INFORMATION SUPPLIED START

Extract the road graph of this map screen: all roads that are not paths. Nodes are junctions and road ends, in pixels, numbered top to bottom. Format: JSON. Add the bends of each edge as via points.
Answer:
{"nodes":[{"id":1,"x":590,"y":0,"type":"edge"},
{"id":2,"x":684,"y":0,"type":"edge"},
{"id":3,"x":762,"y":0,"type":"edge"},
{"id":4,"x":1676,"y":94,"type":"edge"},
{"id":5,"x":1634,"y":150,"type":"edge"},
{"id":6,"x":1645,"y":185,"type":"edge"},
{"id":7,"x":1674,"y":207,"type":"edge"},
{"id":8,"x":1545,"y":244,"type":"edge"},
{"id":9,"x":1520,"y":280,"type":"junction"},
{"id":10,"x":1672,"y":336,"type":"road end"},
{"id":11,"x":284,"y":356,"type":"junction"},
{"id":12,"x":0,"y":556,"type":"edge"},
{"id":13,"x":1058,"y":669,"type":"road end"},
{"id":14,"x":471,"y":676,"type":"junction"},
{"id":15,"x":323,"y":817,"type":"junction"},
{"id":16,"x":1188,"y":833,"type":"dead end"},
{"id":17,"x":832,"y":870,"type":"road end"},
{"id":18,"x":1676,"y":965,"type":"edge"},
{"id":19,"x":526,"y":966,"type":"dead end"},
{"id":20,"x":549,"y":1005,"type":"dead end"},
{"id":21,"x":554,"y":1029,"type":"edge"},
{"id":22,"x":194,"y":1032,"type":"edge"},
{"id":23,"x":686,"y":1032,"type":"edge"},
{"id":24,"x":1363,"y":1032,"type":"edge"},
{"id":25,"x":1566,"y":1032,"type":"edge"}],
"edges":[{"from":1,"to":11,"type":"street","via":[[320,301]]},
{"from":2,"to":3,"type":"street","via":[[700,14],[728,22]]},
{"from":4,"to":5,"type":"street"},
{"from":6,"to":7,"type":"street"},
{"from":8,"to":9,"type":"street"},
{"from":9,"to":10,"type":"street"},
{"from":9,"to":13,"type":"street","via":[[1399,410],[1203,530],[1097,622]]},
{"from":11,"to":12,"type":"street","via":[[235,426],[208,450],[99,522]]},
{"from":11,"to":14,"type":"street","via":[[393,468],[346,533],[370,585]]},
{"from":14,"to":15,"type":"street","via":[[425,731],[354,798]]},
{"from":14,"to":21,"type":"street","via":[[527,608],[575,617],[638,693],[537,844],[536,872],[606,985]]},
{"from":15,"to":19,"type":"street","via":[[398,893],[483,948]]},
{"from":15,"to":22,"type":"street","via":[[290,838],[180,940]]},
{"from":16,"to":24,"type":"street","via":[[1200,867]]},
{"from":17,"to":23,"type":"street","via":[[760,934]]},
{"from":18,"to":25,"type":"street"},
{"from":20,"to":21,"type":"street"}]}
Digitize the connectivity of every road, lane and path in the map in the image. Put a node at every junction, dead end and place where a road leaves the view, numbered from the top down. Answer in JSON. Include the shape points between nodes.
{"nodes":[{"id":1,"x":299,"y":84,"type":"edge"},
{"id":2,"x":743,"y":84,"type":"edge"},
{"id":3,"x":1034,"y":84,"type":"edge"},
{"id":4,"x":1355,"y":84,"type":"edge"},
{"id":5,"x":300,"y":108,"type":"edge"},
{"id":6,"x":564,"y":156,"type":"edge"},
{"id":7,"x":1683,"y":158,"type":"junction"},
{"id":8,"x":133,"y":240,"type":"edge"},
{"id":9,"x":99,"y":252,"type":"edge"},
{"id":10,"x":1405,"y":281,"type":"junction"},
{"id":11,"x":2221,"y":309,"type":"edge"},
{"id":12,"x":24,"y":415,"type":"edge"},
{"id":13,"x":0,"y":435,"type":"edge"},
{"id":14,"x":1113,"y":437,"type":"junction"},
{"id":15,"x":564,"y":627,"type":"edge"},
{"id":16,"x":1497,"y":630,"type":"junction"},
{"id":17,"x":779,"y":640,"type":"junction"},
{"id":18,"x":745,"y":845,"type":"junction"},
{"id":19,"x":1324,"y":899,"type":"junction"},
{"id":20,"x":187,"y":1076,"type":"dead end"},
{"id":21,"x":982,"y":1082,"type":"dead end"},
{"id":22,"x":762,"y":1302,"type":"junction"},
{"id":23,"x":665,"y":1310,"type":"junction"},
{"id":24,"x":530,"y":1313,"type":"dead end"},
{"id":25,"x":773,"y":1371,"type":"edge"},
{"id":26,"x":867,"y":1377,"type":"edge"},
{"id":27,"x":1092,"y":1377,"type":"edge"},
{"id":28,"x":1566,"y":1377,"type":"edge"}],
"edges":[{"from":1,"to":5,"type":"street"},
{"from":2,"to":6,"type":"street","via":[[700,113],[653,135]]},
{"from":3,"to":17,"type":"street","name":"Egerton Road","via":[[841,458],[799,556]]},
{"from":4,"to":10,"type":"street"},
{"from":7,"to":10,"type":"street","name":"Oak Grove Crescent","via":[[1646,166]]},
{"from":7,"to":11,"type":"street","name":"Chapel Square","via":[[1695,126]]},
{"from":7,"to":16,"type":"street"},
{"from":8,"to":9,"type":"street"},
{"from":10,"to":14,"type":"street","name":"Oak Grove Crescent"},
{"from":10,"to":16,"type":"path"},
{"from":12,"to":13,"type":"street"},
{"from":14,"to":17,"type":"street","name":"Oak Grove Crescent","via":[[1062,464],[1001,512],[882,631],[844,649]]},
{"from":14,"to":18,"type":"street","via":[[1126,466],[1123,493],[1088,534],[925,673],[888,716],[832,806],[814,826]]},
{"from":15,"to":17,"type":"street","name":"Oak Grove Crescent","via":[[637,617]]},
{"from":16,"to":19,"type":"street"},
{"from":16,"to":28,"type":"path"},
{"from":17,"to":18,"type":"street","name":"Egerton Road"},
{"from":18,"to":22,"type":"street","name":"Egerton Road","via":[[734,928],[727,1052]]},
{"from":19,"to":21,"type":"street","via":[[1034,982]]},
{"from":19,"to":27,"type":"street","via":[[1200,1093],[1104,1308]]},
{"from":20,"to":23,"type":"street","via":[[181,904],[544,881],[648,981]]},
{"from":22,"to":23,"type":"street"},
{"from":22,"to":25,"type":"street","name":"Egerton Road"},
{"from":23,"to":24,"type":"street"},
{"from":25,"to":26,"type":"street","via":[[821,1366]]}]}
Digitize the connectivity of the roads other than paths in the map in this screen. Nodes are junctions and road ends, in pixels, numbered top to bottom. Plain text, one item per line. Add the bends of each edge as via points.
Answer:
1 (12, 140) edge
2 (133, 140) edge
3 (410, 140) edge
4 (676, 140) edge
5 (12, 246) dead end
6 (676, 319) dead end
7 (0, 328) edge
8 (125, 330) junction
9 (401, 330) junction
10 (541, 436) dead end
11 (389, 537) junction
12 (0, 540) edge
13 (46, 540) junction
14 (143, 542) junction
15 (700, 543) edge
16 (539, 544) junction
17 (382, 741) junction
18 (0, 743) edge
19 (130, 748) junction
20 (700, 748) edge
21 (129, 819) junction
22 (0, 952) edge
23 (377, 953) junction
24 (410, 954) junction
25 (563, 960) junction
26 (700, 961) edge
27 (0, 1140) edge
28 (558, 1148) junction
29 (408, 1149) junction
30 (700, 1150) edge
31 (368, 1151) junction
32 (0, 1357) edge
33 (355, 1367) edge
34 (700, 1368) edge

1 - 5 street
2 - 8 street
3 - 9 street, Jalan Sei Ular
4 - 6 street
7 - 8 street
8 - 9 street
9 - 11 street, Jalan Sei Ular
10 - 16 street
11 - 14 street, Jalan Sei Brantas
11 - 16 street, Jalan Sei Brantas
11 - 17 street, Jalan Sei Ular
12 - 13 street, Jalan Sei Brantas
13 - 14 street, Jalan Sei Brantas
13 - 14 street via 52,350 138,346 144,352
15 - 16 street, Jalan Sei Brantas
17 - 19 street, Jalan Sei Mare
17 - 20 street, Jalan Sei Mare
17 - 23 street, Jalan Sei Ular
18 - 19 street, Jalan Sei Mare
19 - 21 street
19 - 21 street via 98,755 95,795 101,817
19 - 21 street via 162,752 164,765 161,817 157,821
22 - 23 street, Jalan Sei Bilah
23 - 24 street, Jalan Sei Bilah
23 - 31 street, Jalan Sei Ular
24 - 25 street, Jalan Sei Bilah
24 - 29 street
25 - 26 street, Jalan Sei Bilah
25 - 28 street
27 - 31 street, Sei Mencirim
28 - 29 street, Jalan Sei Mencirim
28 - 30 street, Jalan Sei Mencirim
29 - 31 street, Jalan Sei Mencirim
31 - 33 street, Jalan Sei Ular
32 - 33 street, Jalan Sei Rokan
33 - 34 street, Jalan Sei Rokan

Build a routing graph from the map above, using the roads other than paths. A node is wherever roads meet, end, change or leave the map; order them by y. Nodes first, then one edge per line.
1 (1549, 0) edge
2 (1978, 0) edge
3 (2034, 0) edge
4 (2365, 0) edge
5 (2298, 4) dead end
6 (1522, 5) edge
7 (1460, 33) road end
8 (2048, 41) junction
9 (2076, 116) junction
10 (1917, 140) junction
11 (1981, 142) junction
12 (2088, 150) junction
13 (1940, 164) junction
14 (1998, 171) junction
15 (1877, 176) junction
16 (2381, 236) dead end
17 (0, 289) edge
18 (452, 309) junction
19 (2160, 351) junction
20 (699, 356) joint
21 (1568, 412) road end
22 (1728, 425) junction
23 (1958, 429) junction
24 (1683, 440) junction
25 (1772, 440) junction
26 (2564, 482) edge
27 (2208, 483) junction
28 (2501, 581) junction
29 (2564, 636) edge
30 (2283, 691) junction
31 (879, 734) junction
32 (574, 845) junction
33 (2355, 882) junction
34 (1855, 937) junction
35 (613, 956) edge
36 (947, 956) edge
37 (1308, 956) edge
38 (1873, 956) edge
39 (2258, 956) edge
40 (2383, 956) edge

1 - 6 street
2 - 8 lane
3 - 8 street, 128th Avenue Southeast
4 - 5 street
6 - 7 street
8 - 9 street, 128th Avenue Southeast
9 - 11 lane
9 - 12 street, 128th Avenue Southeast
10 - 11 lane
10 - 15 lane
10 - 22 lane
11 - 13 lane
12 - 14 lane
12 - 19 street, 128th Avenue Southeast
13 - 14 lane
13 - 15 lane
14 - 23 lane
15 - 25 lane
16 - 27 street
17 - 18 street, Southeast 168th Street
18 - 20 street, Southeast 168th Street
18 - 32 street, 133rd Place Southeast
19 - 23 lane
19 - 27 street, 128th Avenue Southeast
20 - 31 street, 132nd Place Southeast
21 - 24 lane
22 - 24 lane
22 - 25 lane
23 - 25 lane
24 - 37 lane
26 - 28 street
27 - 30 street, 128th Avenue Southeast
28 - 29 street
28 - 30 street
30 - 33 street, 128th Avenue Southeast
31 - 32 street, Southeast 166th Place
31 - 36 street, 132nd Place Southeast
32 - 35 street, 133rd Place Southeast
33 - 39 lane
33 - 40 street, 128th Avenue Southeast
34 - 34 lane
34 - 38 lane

INFORMATION SUPPLIED END

#### PROBLEM TO SOLVE:
Provide the number of lines in these entries that hold the word "Grove", without any accompanying text.

#### SOLUTION FOR THIS PROBLEM:
4